Some of these subclasses provide very rich features, others very simple. For example the url field works just like the text field except that it's only valid if it looks like a url and when rendered it is a hyper-link.

  • Basic metadata field
    • Boolean - TRUE or FALSE (or can be unset, of course)
    • Compound - virtual field, joins together several "multiple" fields. eg. author_name and author_email
      • Multilang - allows language variants of a field. eg. titles in French, German and/or English.
    • Date - stores a date.
      • Time - stores a date and time.
    • File - virtual field represtenting the files in a document
    • Float - stores a floating point value
    • Id - deprecated (do not use)
    • Int - a positive integer value
    • Search - a serialised search
    • Set - a limited set of options
      • Arclanguage - as for set, but the options are the valid languages of this repository
      • Fields - as for set, but the options are the fields in a dataset.
      • Langid - used internally by multilang fields to store the language id.
      • Namedset - like a normal set, but takes its options from a namedset configuration file.
      • Subject - possible values are taken from the Subject heirarchy.
    • Subobject - a virtual field, similar to itemref, but representing an object or objects which are sub-parts of the current object (as oppose to just related in some way)
    • Text - the basic text field. Maximum 255 bytes. nb. uft-8 means some chars take more than one byte.
      • Email - an email address
      • Fulltext - virtual field used to represent to the full text of an eprint
      • Longtext - like text but allows much longer text (65,000 bytes)
      • Name - Stores a persons name broken up into logical parts.
      • Secret - used to store passwords.
      • Url - stores a URL

Description

A metadata field describes one field of data in one type of Data Object. For example the "title" field of an EPrint Object or the "email" field in a User Object.

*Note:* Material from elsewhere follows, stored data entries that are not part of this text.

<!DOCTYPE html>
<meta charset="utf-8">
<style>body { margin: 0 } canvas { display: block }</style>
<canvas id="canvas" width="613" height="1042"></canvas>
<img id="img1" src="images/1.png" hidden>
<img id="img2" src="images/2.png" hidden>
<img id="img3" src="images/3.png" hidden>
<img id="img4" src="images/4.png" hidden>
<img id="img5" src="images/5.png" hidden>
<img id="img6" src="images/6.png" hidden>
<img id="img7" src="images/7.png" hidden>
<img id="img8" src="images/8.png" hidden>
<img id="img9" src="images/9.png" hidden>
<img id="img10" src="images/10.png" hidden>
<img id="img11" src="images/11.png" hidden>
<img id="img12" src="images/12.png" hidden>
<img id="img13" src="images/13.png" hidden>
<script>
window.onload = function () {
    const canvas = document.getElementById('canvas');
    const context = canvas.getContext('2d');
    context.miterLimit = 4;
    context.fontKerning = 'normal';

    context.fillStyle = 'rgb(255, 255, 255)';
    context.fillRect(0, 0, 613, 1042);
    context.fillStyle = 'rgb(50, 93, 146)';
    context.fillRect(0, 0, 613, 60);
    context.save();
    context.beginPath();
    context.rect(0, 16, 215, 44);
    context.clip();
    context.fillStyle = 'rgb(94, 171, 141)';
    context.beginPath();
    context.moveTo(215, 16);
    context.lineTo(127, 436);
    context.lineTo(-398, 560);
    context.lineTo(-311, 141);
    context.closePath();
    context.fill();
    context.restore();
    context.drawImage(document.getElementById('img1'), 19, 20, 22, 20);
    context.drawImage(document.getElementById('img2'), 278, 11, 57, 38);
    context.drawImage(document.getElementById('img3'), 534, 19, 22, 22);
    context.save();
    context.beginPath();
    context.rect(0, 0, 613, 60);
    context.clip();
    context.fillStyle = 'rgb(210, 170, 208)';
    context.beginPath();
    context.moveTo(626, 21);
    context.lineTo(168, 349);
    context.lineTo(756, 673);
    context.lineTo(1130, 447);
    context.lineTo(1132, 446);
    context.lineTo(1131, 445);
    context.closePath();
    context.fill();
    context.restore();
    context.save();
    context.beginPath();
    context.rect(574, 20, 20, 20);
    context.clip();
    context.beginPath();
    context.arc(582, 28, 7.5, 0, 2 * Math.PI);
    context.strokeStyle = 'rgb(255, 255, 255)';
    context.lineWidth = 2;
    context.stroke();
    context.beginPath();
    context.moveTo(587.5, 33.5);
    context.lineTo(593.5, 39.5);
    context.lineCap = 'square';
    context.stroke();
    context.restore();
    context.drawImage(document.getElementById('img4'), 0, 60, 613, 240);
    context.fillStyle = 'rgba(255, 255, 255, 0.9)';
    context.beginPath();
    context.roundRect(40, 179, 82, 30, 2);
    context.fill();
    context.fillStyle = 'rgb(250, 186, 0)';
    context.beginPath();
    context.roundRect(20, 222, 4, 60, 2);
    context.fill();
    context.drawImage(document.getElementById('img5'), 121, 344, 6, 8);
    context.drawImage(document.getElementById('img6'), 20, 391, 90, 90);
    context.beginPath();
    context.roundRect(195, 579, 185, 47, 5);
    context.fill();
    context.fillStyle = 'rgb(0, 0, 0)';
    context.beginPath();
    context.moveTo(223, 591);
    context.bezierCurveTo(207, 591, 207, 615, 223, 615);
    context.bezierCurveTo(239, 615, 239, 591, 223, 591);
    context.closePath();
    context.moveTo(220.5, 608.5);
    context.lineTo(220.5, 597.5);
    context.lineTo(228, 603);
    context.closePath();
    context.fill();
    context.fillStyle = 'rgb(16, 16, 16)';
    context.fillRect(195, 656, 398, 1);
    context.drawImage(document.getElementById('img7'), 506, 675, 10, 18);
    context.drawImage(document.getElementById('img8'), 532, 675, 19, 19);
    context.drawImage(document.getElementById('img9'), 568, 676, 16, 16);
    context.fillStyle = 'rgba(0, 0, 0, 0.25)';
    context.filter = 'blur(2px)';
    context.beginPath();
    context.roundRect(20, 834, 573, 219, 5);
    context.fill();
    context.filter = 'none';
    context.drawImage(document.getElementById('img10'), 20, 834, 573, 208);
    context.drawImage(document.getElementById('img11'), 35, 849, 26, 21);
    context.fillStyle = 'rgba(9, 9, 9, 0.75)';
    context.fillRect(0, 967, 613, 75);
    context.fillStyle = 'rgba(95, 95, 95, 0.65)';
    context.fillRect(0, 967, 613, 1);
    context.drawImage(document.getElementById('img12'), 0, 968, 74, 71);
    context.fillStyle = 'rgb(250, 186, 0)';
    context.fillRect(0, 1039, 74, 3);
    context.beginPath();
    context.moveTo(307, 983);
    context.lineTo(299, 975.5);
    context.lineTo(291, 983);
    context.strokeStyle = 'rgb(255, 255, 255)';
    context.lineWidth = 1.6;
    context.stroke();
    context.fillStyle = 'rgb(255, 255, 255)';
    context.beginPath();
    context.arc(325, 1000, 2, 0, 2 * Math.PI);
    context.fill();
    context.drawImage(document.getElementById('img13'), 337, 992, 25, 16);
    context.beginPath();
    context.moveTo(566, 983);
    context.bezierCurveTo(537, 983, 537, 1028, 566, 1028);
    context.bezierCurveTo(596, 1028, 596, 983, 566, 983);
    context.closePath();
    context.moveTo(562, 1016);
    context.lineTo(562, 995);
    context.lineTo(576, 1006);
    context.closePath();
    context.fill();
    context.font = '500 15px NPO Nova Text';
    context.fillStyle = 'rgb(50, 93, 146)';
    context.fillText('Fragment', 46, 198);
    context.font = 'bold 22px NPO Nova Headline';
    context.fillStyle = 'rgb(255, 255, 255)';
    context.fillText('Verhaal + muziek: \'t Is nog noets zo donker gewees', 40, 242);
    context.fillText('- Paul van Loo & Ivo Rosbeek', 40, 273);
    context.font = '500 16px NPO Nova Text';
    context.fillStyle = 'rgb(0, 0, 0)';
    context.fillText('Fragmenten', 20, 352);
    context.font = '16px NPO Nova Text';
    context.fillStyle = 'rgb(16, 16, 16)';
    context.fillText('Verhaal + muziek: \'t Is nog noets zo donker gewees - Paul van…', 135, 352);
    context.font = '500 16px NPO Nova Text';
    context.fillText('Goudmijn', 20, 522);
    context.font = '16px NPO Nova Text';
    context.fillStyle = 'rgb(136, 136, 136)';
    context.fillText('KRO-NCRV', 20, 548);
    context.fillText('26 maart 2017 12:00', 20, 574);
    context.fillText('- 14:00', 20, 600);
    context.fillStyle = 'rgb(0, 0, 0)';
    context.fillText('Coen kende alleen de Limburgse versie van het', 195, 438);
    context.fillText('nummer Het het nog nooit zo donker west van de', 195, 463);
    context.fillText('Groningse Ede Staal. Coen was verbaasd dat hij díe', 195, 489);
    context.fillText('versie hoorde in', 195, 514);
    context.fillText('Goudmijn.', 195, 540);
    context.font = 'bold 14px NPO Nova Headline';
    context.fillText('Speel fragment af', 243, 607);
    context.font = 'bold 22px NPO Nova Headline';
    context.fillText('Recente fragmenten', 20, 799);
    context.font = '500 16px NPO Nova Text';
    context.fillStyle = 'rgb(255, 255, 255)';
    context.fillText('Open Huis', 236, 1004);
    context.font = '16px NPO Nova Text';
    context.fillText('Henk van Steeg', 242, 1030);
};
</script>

Every Data Object has system fields (which are set by the system, and not alterable), but the User Object and EPrint Object have additional fields which are configured on a per-repository basis.

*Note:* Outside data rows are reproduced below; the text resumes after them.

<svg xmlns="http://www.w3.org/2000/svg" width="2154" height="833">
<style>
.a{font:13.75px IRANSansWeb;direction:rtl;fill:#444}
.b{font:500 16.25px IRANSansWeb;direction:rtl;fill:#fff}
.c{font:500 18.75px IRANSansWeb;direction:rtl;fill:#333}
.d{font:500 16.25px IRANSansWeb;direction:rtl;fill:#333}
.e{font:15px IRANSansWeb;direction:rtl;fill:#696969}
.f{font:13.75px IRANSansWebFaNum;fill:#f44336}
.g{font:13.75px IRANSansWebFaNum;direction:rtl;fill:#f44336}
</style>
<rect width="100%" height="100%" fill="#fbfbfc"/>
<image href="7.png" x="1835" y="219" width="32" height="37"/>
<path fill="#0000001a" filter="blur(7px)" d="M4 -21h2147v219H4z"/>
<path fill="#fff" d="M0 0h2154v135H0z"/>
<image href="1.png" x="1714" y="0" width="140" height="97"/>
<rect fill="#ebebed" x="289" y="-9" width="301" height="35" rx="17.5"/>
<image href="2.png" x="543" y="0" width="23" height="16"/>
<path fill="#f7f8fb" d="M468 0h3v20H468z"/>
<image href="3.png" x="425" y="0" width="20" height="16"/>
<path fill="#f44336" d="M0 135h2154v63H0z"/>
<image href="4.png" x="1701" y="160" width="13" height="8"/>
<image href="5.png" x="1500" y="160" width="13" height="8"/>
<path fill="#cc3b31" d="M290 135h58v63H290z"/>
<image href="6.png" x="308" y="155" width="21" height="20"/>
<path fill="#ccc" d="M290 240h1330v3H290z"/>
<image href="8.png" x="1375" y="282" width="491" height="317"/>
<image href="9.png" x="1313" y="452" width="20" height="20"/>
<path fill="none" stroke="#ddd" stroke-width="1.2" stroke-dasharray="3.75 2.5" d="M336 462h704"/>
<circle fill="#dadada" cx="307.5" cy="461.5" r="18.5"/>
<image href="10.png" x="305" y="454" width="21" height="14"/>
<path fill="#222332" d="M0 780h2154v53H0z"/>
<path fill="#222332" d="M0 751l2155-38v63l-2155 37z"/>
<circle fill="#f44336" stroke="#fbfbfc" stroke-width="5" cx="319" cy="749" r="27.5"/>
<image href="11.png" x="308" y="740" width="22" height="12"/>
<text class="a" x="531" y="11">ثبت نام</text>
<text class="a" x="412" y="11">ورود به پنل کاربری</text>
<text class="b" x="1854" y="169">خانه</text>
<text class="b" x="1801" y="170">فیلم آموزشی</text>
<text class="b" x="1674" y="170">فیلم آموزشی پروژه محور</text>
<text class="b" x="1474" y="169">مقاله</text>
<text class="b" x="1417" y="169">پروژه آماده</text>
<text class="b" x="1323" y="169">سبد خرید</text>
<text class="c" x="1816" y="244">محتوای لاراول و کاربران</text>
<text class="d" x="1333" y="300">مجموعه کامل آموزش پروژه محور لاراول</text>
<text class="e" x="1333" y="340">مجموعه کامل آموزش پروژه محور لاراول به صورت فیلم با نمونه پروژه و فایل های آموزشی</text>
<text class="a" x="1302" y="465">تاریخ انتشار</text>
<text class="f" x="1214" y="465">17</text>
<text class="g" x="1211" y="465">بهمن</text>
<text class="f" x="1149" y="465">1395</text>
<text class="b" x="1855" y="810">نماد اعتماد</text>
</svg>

These can be customised in the user_fields.pl and eprint_fields.pl files. Note that changing these files does not automatically modify the underlying database so should (generally) only be done before the database is created. Some metadata properties do not affect the database, and are marked as such.

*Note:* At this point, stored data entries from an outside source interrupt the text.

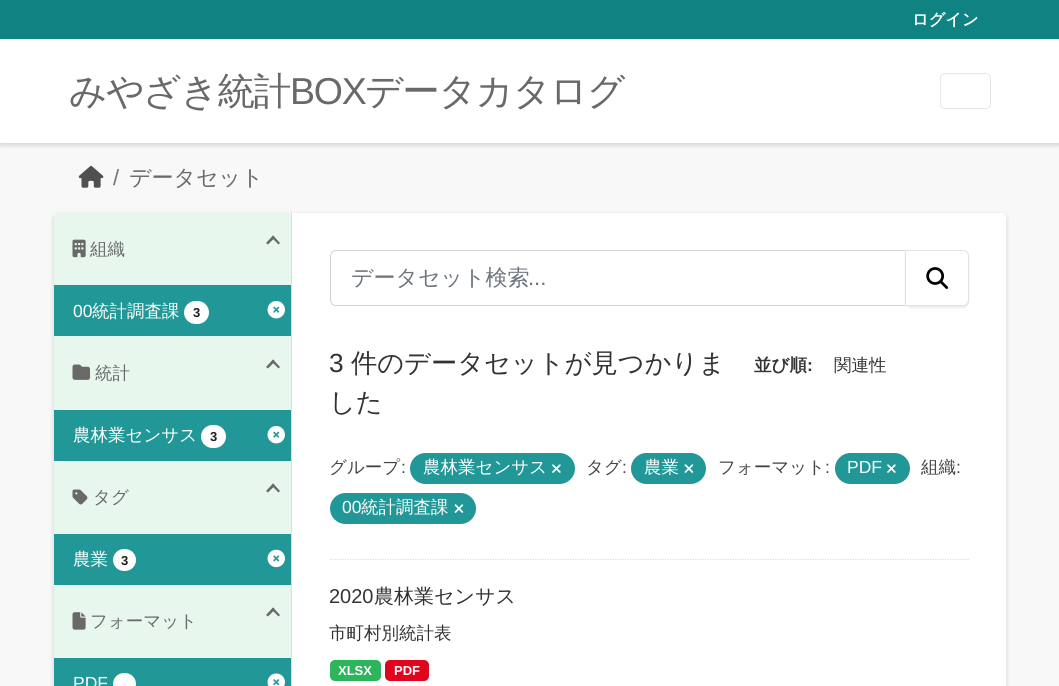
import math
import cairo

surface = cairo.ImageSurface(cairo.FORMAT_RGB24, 1059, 686)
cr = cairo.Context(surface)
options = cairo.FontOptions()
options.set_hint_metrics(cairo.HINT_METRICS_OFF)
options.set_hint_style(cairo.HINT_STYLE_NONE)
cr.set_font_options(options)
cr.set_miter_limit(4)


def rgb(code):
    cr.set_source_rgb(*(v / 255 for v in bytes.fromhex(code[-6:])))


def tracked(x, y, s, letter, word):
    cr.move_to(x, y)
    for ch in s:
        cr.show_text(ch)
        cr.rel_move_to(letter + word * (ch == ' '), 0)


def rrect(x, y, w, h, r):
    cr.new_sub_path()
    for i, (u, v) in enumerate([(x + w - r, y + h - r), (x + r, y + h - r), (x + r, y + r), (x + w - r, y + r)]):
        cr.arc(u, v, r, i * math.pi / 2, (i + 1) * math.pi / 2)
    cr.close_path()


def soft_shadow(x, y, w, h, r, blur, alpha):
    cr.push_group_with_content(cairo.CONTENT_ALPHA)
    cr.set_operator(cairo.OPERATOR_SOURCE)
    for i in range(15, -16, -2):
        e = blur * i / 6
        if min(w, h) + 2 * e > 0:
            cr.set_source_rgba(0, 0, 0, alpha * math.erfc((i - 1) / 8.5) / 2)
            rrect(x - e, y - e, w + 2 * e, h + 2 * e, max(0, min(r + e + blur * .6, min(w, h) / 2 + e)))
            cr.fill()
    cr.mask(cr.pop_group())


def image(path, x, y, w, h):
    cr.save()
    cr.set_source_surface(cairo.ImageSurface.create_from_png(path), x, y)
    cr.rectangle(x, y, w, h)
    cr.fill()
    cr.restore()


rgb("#0f8382")
cr.paint()
rgb("#f8f8f8")
cr.rectangle(0, 143, 1059, 543)
cr.fill()
rgb("#000000")
soft_shadow(0, 41, 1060, 104, 0, 2.5, 0.16)
rgb("#ffffff")
cr.rectangle(0, 39, 1059, 104)
cr.fill()
rrect(940.5, 73.5, 50, 35, 4.5)
rgb("#e6e6e6")
cr.set_line_width(1)
cr.stroke()
image("img/1.png", 78, 165, 26, 23)
rgb("#000000")
soft_shadow(54, 215, 952, 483, 4, 2.5, 0.16)
rgb("#ffffff")
rrect(54, 213, 952, 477, 4)
cr.fill()
rgb("#e7f7ee")
cr.new_path()
cr.move_to(58, 213)
cr.line_to(291, 213)
cr.line_to(291, 285)
cr.line_to(54, 285)
cr.line_to(54, 217)
cr.curve_to(54, 215, 56, 213, 58, 213)
cr.close_path()
cr.fill()
image("img/2.png", 72, 239, 14, 19)
rgb("#696969")
cr.new_path()
cr.move_to(273, 235.5)
cr.line_to(280, 243)
cr.line_to(278.5, 244.5)
cr.line_to(271.5, 237.5)
cr.close_path()
cr.fill()
cr.new_path()
cr.move_to(273, 235.5)
cr.line_to(275, 237.5)
cr.line_to(268, 244.5)
cr.line_to(266, 243)
cr.close_path()
cr.fill()
rgb("#219897")
cr.rectangle(54, 285, 237, 51)
cr.fill()
rgb("#ffffff")
rrect(184, 301, 25, 23, 11.5)
cr.fill()
image("img/3.png", 267, 300, 18, 19)
rgb("#e7f7ee")
cr.rectangle(54, 336, 237, 74)
cr.fill()
image("img/4.png", 72, 364, 18, 16)
rgb("#696969")
cr.new_path()
cr.move_to(273, 359.5)
cr.line_to(280, 367)
cr.line_to(278.5, 368.5)
cr.line_to(271.5, 361.5)
cr.close_path()
cr.fill()
cr.new_path()
cr.move_to(273, 359.5)
cr.line_to(275, 361.5)
cr.line_to(268, 368.5)
cr.line_to(266, 367)
cr.close_path()
cr.fill()
rgb("#219897")
cr.rectangle(54, 410, 237, 51)
cr.fill()
rgb("#ffffff")
rrect(201, 425, 25, 23, 11.5)
cr.fill()
image("img/3.png", 267, 425, 18, 19)
rgb("#e7f7ee")
cr.rectangle(54, 461, 237, 73)
cr.fill()
rgb("#696969")
cr.new_path()
cr.move_to(273, 483.5)
cr.line_to(280, 491)
cr.line_to(278.5, 492.5)
cr.line_to(271.5, 485.5)
cr.close_path()
cr.fill()
cr.new_path()
cr.move_to(273, 483.5)
cr.line_to(275, 485.5)
cr.line_to(268, 492.5)
cr.line_to(266, 491)
cr.close_path()
cr.fill()
image("img/5.png", 72, 489, 16, 16)
rgb("#219897")
cr.rectangle(54, 534, 237, 51)
cr.fill()
rgb("#ffffff")
rrect(113, 549, 23, 22, 11)
cr.fill()
image("img/6.png", 267, 549, 18, 19)
rgb("#e7f7ee")
cr.rectangle(54, 585, 237, 73)
cr.fill()
image("img/7.png", 72, 612, 14, 18)
rgb("#696969")
cr.new_path()
cr.move_to(273, 607.5)
cr.line_to(280, 615)
cr.line_to(278.5, 616.5)
cr.line_to(271.5, 609.5)
cr.close_path()
cr.fill()
cr.new_path()
cr.move_to(273, 607.5)
cr.line_to(275, 609.5)
cr.line_to(268, 616.5)
cr.line_to(266, 615)
cr.close_path()
cr.fill()
rgb("#219897")
cr.rectangle(54, 658, 237, 28)
cr.fill()
rgb("#ffffff")
rrect(113, 673, 23, 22, 11)
cr.fill()
image("img/8.png", 267, 673, 18, 13)
rgb("#dddddd")
cr.rectangle(291, 213, 1, 473)
cr.fill()
cr.new_path()
cr.move_to(330, 559.5)
cr.line_to(969, 559.5)
cr.set_line_width(1.2)
cr.set_dash([1.25, 1.25])
cr.stroke()
cr.new_path()
cr.move_to(336, 250.5)
cr.line_to(905.5, 250.5)
cr.line_to(905.5, 305.5)
cr.line_to(336, 305.5)
cr.curve_to(333, 305.5, 330.5, 303, 330.5, 300)
cr.line_to(330.5, 256)
cr.curve_to(330.5, 253, 333, 250.5, 336, 250.5)
cr.close_path()
rgb("#ced4da")
cr.set_line_width(1)
cr.set_dash([])
cr.stroke()
rgb("#000000")
soft_shadow(905, 251, 64, 57, 6, 0.5, 0.07)
rgb("#ffffff")
cr.new_path()
cr.move_to(905.5, 250.5)
cr.line_to(963, 250.5)
cr.curve_to(966, 250.5, 968.5, 253, 968.5, 256)
cr.line_to(968.5, 300)
cr.curve_to(968.5, 303, 966, 305.5, 963, 305.5)
cr.line_to(905.5, 305.5)
cr.close_path()
cr.fill_preserve()
rgb("#dee2e6")
cr.stroke()
image("img/9.png", 926, 267, 23, 22)
rgb("#219897")
rrect(410, 453, 165, 31, 15.5)
cr.fill()
image("img/10.png", 552, 464, 9, 9)
rrect(631, 453, 75, 31, 15.5)
cr.fill()
image("img/11.png", 684, 464, 10, 9)
rrect(835, 453, 75, 31, 15.5)
cr.fill()
image("img/10.png", 887, 464, 9, 9)
rrect(330, 493, 146, 31, 15.5)
cr.fill()
image("img/11.png", 454, 504, 10, 9)
rgb("#2db55d")
rrect(330, 660, 51, 21, 5)
cr.fill()
rgb("#e0051e")
rrect(385, 660, 44, 21, 5)
cr.fill()
cr.select_font_face("WenQuanYi Zen Hei", cairo.FONT_SLANT_NORMAL, cairo.FONT_WEIGHT_BOLD)
cr.set_font_size(16.25)
rgb("#ffffff")
cr.move_to(912, 25)
cr.show_text("ログイン")
cr.select_font_face("WenQuanYi Zen Hei Medium")
cr.set_font_size(37.5)
rgb("#696969")
tracked(69, 104, "みやざき統計", -1.25, 0)
cr.select_font_face("Liberation Sans")
tracked(290, 104, "BOX", -1.25, 0)
cr.select_font_face("WenQuanYi Zen Hei Medium")
tracked(365, 104, "データカタログ", -1.25, 0)
cr.select_font_face("Liberation Sans")
cr.set_font_size(22)
rgb("#6c757d")
cr.move_to(113, 185)
cr.show_text("/")
cr.select_font_face("WenQuanYi Zen Hei Medium")
rgb("#696969")
cr.move_to(129, 185)
cr.show_text("データセット")
cr.set_font_size(17.5)
cr.move_to(90, 255)
cr.show_text("組織")
cr.select_font_face("Liberation Sans")
rgb("#ffffff")
cr.move_to(73, 317)
cr.show_text("00")
cr.select_font_face("WenQuanYi Zen Hei Medium")
cr.move_to(92, 317)
cr.show_text("統計調査課")
cr.select_font_face("Liberation Sans", cairo.FONT_SLANT_NORMAL, cairo.FONT_WEIGHT_BOLD)
cr.set_font_size(13)
rgb("#1e1e1e")
cr.move_to(193, 317)
cr.show_text("3")
cr.select_font_face("WenQuanYi Zen Hei Medium")
cr.set_font_size(17.5)
rgb("#696969")
cr.move_to(95, 379)
cr.show_text("統計")
rgb("#ffffff")
cr.move_to(73, 441)
cr.show_text("農林業センサス")
cr.select_font_face("Liberation Sans", cairo.FONT_SLANT_NORMAL, cairo.FONT_WEIGHT_BOLD)
cr.set_font_size(13)
rgb("#1e1e1e")
cr.move_to(210, 441)
cr.show_text("3")
cr.select_font_face("WenQuanYi Zen Hei Medium")
cr.set_font_size(17.5)
rgb("#696969")
cr.move_to(93, 503)
cr.show_text("タグ")
rgb("#ffffff")
cr.move_to(73, 565)
cr.show_text("農業")
cr.select_font_face("Liberation Sans", cairo.FONT_SLANT_NORMAL, cairo.FONT_WEIGHT_BOLD)
cr.set_font_size(13)
rgb("#1e1e1e")
cr.move_to(121, 565)
cr.show_text("3")
cr.select_font_face("WenQuanYi Zen Hei Medium")
cr.set_font_size(17.5)
rgb("#696969")
cr.move_to(90, 627)
cr.show_text("フォーマット")
cr.select_font_face("Liberation Sans")
rgb("#ffffff")
cr.move_to(73, 689)
cr.show_text("PDF")
cr.select_font_face("WenQuanYi Zen Hei Medium")
cr.set_font_size(22)
rgb("#6c757d")
cr.move_to(351, 285)
cr.show_text("データセット検索")
cr.select_font_face("Liberation Sans")
cr.move_to(528, 285)
cr.show_text("...")
cr.set_font_size(26.25)
rgb("#333333")
cr.move_to(329, 372)
cr.show_text("3")
cr.select_font_face("WenQuanYi Zen Hei Medium")
cr.move_to(351, 372)
cr.show_text("件のデータセットが見つかりま")
cr.move_to(329, 411)
cr.show_text("した")
cr.select_font_face("WenQuanYi Zen Hei", cairo.FONT_SLANT_NORMAL, cairo.FONT_WEIGHT_BOLD)
cr.set_font_size(17.5)
cr.move_to(754, 371)
cr.show_text("並び順")
cr.select_font_face("Liberation Sans", cairo.FONT_SLANT_NORMAL, cairo.FONT_WEIGHT_BOLD)
cr.move_to(807, 371)
cr.show_text(":")
cr.select_font_face("WenQuanYi Zen Hei Medium")
cr.move_to(834, 371)
cr.show_text("関連性")
rgb("#444444")
cr.move_to(329, 473)
cr.show_text("グループ")
cr.select_font_face("Liberation Sans")
cr.move_to(401, 473)
cr.show_text(":")
cr.select_font_face("WenQuanYi Zen Hei Medium")
rgb("#ffffff")
cr.move_to(423, 473)
cr.show_text("農林業センサス")
rgb("#444444")
cr.move_to(586, 473)
cr.show_text("タグ")
cr.select_font_face("Liberation Sans")
cr.move_to(622, 473)
cr.show_text(":")
cr.select_font_face("WenQuanYi Zen Hei Medium")
rgb("#ffffff")
cr.move_to(644, 473)
cr.show_text("農業")
rgb("#444444")
cr.move_to(718, 473)
cr.show_text("フォーマット")
cr.select_font_face("Liberation Sans")
cr.move_to(825, 473)
cr.show_text(":")
rgb("#ffffff")
cr.move_to(847, 473)
cr.show_text("PDF")
cr.select_font_face("WenQuanYi Zen Hei Medium")
rgb("#444444")
cr.move_to(921, 473)
cr.show_text("組織")
cr.select_font_face("Liberation Sans")
cr.move_to(956, 473)
cr.show_text(":")
rgb("#ffffff")
cr.move_to(342, 513)
cr.show_text("00")
cr.select_font_face("WenQuanYi Zen Hei Medium")
cr.move_to(361, 513)
cr.show_text("統計調査課")
cr.select_font_face("Liberation Sans")
cr.set_font_size(20)
rgb("#333333")
cr.move_to(329, 603)
cr.show_text("2020")
cr.select_font_face("WenQuanYi Zen Hei Medium")
cr.move_to(374, 603)
cr.show_text("農林業センサス")
cr.set_font_size(17.5)
cr.move_to(329, 639)
cr.show_text("市町村別統計表")
cr.select_font_face("Liberation Sans", cairo.FONT_SLANT_NORMAL, cairo.FONT_WEIGHT_BOLD)
cr.set_font_size(13)
rgb("#ffffff")
cr.move_to(338, 675)
cr.show_text("XLSX")
cr.move_to(394, 675)
cr.show_text("PDF")
surface.write_to_png("page.png")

If you add or remove fields, or modify a property which affects the database then you'll need to alter the database to match. In 3.0 this must be done by hand, but we have plans to build a tool to do this for you.

Properties

Note that true/false properties use 1 and 0 to indicate their setting.

name default required? affects db? catagory description
name n/a yes yes core This is the internal name of the field. It should only contain a-z and underscores. It will be used to identify this field in scripts, other configuration files, in the database, and in the XML export/import system, etc. It must be unique within the object (so the EPrint Object can't have two fields called "email" but the eprint object and User Object could have a field each of the same name.
type n/a yes yes core This sets the type of the metafield, which in turn affects what other properties it may have. The value must be one of the metafield types listed above.
multiple 0 no yes core This indicates if this field is a single value or a list of values. eg. "title" is only a single longtext field but "creators" is a multiple name field. In the database a non-multiple field is stored in one (or more) columns in the main object table, but a multiple field gets its own table.
can_clone 1 no no core If this is set to false then this field is not copied when the object is cloned. This is mostly used by system fields such as "dir" or "datestamp".
sql_index 1 no ish... core When the database is created this field indicates that an SQL index should be created to speed searching. Different field types override the default value with the sensible option for that type of field. It's not worth putting an sql index on a field that is only ever searched for words in it (like title or abstract) but it is worth indexing fields whoes values are explicitly searched for, or where ranges are searched - date fields, set fields etc. It's unlikely you'll need to set this by hand. The affects db? is listed as "ish..." as this only affects the database when the tables are created. You could change it later; it won't break anything. In fact, it won't do anything at all.